IPEN プレスリリース2022年8月23日
20か国がプラスチック汚染に関する
強い世界条約を求める


情報源:IPEN Press Release 23 August 2022
Twenty Nations Call for a Strong Global Agreement
on Plastic Pollution

https://ipen.org/news/twenty-nations-call-
strong-global-agreement-plastic-pollution


訳:安間 武(化学物質問題市民研究会
更新 2022年8月29日
このページへのリンク:
http://www.ne.jp/asahi/kagaku/pico/plastic/IPEN/220823_IPEN_
Twenty_Nations_Call_for_a_Strong_Global_Agreement_on_Plastic_Pollution.html

 歓迎すべき展開として、ノルウェーやルワンダをはじめとする 20 か国が昨日、プラスチック汚染を終わらせ、効果的で意味のある世界的なプラスチック条約の策定を支援するために連合を立ち上げたと発表した。彼らのプレスリリース訳注1)によると、プラスチック汚染を終わらせるための高い野心をもつ連合(The High Ambition Coalition to End Plastic Pollution)は、”2024年までに画期的な条約を策定することを目的とし、交渉に情報を提供するために、声明を発表し、重要な要素と課題に関する会期間作業を行う予定である。”国連環境総会(UNEA)(訳注:国連環境計画(UNEP)の意思決定機関) は、プラスチックのライフサイクル全体に対処する包括的なアプローチに基づくプラスチック条約の策定を義務付けており、他の条項の中でも特に、”プラスチックの持続可能な生産と消費を促進するための合意を求めている。”

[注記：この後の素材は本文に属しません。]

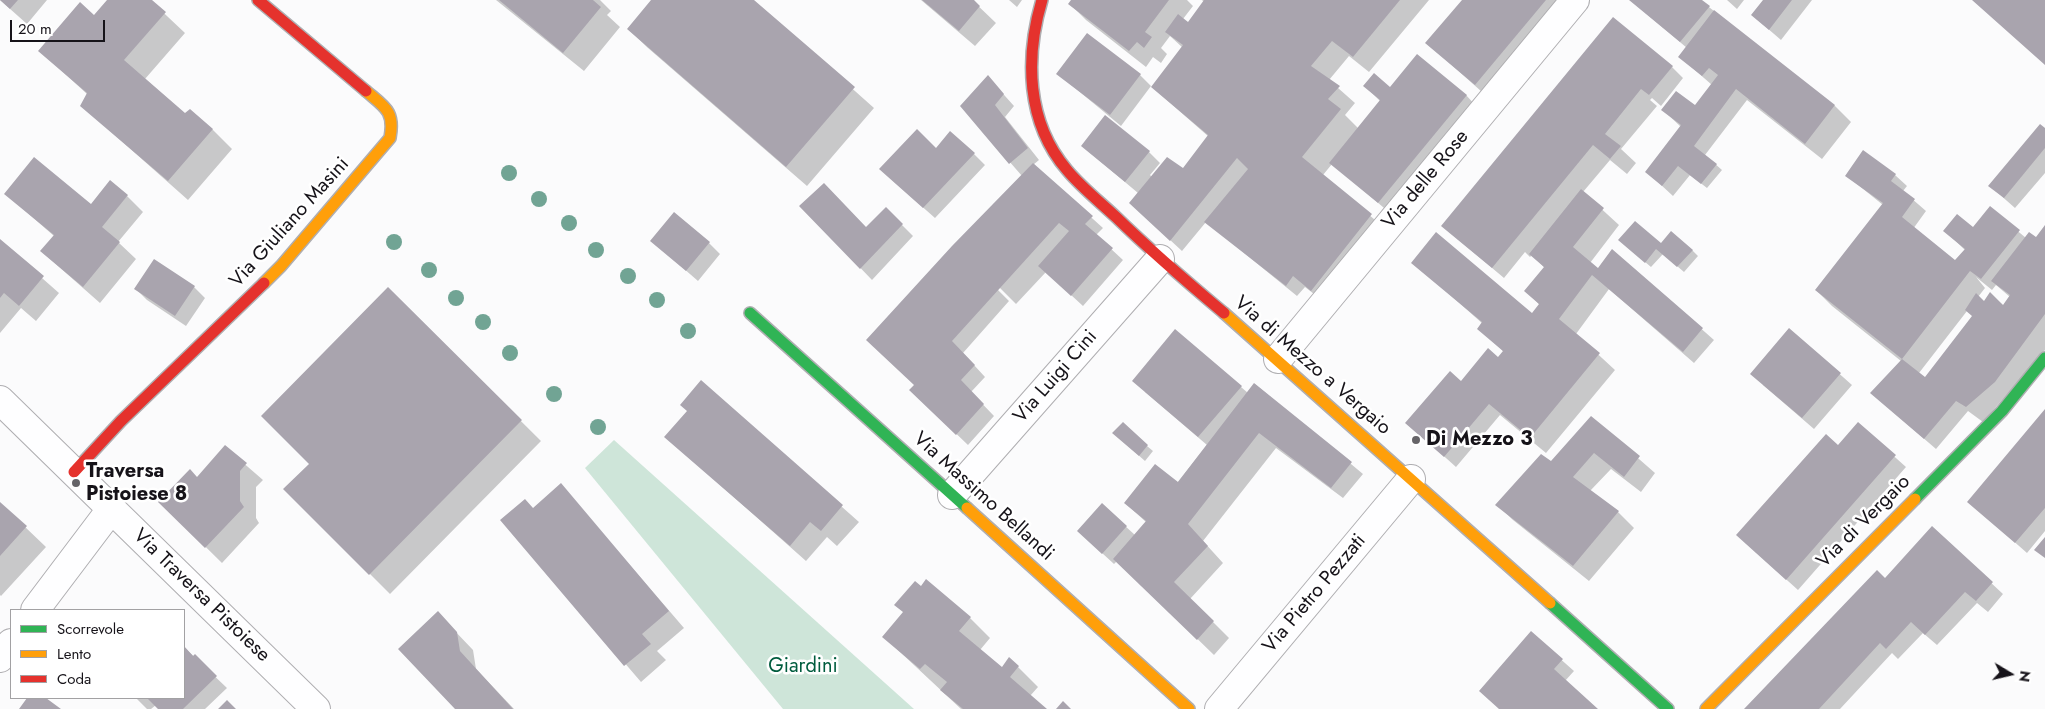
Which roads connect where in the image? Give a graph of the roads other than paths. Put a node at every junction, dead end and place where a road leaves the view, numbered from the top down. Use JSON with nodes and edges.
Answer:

 IPEN は、予防原則に基づいて、プラスチックと化学物質の有害な影響を排除し、市民、労働者、脆弱な集団、及び先住民の健康、並びに環境を保護する、プラスチック汚染を終わらせるための強力で意味のある世界的な合意を求めてきた。プラスチックの有害な影響を終わらせるには、プラスチック生産の削減と最小化に重点を置き、プラスチックの生産、使用、輸送、廃棄のあらゆる側面に対処する必要がある。

 ”ノルウェーとルワンダ、及びそれらの連合パートナーは、プラスチックに含まれる化学物質による健康と環境への脅威をプラスチック条約交渉のテーブルに直接持ち込むために重要な取り組みを確立している”と、IPEN の政策及び技術顧問である ビトー・ボンサンテ は述べた。高い野心をもつ連合(High Ambition Coalition)が 2040 年までにプラスチック汚染を終わらせることを目指しているのは頼もしい。プラスチックには、がんを引き起こす可能性のある化学物質や、不妊症や生殖などの健康状態に関連する化学物質など、10,000 を超える様々な化学物質が使用されている。人間の健康と環境をプラスチックの有害な影響から守るためには、プラスチック汚染を減らす努力とプラスチック中の有害化学物質を排除するための断固たる行動を結びつけることが重要である。”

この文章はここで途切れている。